This is Shigeru Shiosawa from the Advanced Technology Lab.

This time, I’d like to introduce a method of automatically detecting people and vehicles in real-time with footage captured from various floors of buildings or from flying drones.
*The initiative started over a year ago, but getting it into an article took some time due to patent related concerns.

At the start of this initiative, we had a very hard time collecting images overlooking people from around 20 to 40 meters in the air.
Because of this, we are generating large amounts of artificial training data using 3DCG technologies and deep learning technologies.
What follows is a rough idea of how everything works.

1. Generating base training data using 3DCG
Generated over 10,000 rendered images of people automatically with different angles, races, clothes, and poses due to modeling data and camera parameter settings

2. Propagation of training data using deep learning
Propagate variations of 1 image 46x due to GAN (Generative Adversarial Network)

3. Detecting people and vehicles with deep learning
Training and image analysis of data from 2. using YOLO (You Look Only Once)

Now, let’s take a closer look at each one of these steps.

 

1. Generating base training data using 3DCG
In order to generate training data without using any “real-world” pictures, human-like polygons were rendered using 3D computer graphics.
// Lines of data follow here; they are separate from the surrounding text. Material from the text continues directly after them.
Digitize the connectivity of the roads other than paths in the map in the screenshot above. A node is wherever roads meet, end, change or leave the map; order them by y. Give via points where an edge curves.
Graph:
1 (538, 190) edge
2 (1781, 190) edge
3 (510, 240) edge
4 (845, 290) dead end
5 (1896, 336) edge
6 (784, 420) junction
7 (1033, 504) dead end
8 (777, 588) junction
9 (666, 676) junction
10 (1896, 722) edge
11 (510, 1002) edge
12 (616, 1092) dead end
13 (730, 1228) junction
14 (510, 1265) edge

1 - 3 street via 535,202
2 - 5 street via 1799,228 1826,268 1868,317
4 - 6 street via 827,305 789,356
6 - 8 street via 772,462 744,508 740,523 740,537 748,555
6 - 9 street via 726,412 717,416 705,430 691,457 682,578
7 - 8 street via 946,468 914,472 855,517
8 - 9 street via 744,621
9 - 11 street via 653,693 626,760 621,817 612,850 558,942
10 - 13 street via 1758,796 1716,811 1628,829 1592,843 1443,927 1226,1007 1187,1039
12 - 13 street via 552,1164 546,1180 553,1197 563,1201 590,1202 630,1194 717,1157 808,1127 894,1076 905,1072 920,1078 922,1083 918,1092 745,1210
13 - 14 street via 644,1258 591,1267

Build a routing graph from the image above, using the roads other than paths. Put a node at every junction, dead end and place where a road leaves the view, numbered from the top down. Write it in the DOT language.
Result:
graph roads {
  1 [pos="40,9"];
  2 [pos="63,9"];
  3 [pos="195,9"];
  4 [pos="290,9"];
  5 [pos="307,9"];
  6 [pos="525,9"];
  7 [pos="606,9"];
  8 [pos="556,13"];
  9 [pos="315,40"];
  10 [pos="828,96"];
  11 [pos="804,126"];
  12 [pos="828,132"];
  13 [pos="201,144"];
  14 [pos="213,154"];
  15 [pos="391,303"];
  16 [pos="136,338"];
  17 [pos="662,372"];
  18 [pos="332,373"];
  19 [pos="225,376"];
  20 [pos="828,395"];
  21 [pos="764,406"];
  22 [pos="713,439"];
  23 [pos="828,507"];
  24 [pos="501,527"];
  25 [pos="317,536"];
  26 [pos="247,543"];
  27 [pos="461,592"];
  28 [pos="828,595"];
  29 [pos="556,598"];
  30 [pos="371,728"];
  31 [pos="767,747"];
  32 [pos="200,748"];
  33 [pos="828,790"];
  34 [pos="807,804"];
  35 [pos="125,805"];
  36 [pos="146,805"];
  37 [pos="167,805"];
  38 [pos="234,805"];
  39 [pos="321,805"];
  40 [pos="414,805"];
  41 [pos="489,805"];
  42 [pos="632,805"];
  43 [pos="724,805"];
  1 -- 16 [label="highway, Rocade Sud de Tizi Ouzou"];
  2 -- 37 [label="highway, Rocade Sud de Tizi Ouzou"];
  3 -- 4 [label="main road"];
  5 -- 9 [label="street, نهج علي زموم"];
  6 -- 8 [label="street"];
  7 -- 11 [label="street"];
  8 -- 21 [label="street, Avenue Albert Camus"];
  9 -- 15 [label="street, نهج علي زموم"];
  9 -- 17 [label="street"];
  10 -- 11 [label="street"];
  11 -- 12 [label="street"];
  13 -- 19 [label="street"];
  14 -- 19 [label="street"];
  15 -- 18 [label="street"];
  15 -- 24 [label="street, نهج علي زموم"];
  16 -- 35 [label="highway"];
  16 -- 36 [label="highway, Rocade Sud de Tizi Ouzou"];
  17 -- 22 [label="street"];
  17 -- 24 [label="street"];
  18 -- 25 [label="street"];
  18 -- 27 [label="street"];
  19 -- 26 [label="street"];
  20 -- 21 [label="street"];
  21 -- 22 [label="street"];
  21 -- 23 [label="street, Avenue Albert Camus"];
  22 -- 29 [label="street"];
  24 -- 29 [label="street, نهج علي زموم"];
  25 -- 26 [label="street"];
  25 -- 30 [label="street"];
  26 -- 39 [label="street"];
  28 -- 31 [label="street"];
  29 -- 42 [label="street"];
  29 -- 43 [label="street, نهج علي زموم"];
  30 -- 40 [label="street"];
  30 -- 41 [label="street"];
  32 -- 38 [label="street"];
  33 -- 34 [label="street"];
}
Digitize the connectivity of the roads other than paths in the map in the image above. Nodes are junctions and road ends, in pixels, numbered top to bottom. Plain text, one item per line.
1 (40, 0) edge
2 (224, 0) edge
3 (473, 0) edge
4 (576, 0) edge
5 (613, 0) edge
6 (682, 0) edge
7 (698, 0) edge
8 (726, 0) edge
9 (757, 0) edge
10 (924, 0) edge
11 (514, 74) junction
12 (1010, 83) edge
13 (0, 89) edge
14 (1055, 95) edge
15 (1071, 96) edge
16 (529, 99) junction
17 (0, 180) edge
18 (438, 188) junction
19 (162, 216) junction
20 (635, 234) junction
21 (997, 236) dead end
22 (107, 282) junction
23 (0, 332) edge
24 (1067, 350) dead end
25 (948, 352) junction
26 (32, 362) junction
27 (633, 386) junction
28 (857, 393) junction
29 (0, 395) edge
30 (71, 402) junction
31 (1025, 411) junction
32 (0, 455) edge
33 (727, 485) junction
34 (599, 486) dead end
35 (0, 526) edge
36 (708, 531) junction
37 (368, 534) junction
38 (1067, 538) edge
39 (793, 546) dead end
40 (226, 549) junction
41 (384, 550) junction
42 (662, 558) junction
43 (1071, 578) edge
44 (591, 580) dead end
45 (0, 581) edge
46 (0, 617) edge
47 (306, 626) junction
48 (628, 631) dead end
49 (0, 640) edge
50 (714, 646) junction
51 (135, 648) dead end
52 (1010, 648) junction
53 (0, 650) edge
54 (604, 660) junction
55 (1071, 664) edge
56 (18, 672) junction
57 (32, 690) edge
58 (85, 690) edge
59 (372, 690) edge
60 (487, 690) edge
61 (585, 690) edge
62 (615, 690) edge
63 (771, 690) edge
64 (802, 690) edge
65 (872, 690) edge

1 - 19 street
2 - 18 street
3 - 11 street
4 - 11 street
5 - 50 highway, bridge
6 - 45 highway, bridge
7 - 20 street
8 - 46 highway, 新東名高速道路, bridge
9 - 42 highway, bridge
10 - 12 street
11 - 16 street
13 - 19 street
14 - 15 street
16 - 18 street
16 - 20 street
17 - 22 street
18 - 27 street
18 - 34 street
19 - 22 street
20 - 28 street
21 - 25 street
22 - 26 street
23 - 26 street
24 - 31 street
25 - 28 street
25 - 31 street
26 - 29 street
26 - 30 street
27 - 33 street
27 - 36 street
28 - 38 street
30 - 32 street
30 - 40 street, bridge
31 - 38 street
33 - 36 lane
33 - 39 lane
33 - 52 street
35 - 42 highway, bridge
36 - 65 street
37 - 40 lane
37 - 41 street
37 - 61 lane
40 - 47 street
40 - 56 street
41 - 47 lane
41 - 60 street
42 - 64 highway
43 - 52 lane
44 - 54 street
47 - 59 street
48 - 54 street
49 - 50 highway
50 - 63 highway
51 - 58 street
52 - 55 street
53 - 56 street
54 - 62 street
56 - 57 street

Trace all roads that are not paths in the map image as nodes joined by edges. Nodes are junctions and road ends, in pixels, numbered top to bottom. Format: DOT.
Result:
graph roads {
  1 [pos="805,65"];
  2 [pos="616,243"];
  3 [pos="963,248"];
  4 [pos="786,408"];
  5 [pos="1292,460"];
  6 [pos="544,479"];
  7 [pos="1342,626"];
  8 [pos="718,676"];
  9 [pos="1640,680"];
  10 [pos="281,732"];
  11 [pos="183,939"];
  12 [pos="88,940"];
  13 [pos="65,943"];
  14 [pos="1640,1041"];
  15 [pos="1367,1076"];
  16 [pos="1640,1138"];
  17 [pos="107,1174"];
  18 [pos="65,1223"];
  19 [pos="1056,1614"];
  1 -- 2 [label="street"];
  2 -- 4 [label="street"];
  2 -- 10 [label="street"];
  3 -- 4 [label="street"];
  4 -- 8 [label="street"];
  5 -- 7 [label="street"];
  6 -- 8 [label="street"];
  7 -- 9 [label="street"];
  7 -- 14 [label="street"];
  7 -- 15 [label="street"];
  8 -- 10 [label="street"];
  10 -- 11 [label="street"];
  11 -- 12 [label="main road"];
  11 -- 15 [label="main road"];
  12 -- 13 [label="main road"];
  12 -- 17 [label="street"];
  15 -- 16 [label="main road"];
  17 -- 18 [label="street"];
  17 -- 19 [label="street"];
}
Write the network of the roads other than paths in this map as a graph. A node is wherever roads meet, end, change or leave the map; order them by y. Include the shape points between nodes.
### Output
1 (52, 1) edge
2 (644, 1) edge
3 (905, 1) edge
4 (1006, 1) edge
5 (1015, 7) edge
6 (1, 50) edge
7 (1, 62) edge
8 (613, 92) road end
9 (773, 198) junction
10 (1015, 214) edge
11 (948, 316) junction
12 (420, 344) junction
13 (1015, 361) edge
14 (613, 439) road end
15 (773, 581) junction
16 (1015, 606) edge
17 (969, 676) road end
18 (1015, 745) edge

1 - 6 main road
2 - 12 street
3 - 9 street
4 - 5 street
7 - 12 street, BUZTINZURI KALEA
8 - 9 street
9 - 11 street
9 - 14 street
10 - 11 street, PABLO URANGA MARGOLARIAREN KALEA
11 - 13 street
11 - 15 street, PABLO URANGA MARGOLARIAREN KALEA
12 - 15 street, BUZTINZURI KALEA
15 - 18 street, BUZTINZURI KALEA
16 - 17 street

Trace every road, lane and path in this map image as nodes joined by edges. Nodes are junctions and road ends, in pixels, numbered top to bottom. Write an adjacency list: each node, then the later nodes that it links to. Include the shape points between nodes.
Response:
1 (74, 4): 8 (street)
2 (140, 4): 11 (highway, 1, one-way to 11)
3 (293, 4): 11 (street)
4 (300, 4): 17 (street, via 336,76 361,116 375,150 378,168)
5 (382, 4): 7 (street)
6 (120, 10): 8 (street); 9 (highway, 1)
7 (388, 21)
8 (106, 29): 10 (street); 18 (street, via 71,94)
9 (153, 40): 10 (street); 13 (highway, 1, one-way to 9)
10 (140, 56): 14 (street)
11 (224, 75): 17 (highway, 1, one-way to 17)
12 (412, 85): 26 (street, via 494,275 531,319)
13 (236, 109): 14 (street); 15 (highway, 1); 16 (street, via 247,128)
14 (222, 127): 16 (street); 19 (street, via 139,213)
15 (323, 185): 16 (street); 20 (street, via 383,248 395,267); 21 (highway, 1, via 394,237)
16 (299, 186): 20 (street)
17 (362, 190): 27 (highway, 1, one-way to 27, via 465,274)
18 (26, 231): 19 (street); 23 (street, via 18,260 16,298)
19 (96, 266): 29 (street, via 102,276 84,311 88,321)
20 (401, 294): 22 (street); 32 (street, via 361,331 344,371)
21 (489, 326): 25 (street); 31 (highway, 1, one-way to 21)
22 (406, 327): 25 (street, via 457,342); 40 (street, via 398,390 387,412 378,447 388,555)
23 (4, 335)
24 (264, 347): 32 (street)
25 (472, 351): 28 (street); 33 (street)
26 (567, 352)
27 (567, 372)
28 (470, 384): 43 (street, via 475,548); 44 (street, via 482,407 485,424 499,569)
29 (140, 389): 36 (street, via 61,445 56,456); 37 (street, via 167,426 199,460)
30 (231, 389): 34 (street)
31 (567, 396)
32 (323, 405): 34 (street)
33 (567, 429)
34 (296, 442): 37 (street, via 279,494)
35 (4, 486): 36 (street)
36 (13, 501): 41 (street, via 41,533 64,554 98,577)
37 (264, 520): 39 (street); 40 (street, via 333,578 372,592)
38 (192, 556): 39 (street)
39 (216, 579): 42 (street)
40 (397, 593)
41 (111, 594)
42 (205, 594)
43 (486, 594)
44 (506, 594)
For this, we used modeling data of foreigners that we were able to get from a resource. We used this data with the expectation that no problems would occur, as a distance of around 40 m from the skies and following processes cause Japanese and foreign people to lose any significant differences.

As it were, we rendered each pose while randomly changing the camera position and setting a limited angle (20 to 80 degrees for θ1) to make it look as though the images were taken from a drone in the sky.

 

[Result image of human-type polygon rendering]
An image rendered in 3DCG modeling a person photographed from the sky.
This is used as input data for GAN. We used the same background color in order to optimize the following processes.

 

2. Propagation of training data using deep learning
In order to have some diversity in poses, clothing, and with skin and hair colors, we generated 460,000 items of training data using a General Adversarial Network. While many people may already know, GAN is a technology that was widely known as the AI that painted a painting with a high bid at the British auction Sotheby’s at the end of 2018.
Overview of GAN

For our project, we pushed training for 2 models simultaneously, and had them compete with each other automatically.
• Generator: Has the objective of increasing the probability that the discriminator recognizes a sample in error (rendered image from OpenGL) using random noise as an input.
• Discriminator: Has the objective of correctly discriminating a sample being generated and an output image from the generator, discriminating while learning.

 

[Generation training data]
An image obtained with an input of the human-type polygon rendered results to the GAN.
This is used as learning training data for the CNN.

 

3. Detecting people and vehicles with deep learning
A model trained by a convolutional neural network.
Existing image recognition algorithms “DPM” and “R-CNN” have independent image area estimation and classification, have complex processes, and tended to take long to process. With this research, we applied the concept of regression problems to image recognition, and implemented “YOLO,” which is able to perform “image area estimation” and “classification” simultaneously. Please see the YOLO Website for details.

This is the sample image where people were finally detected from the sky through this process.
Please understand that we used an image from a high building we had coincidentally that showing more vehicles than people rather than an actual image from a drone due to concerns for personal information protection and confidential information protection.

By using this scheme, training data images that are hard to obtain and images that do not exist can be generated in large quantities. This can be used, for example, to create 3DCG data of a person drowning to develop an AI model that can be used in rescue AI.

This is a great scheme for people who have given up on their projects due to little training data!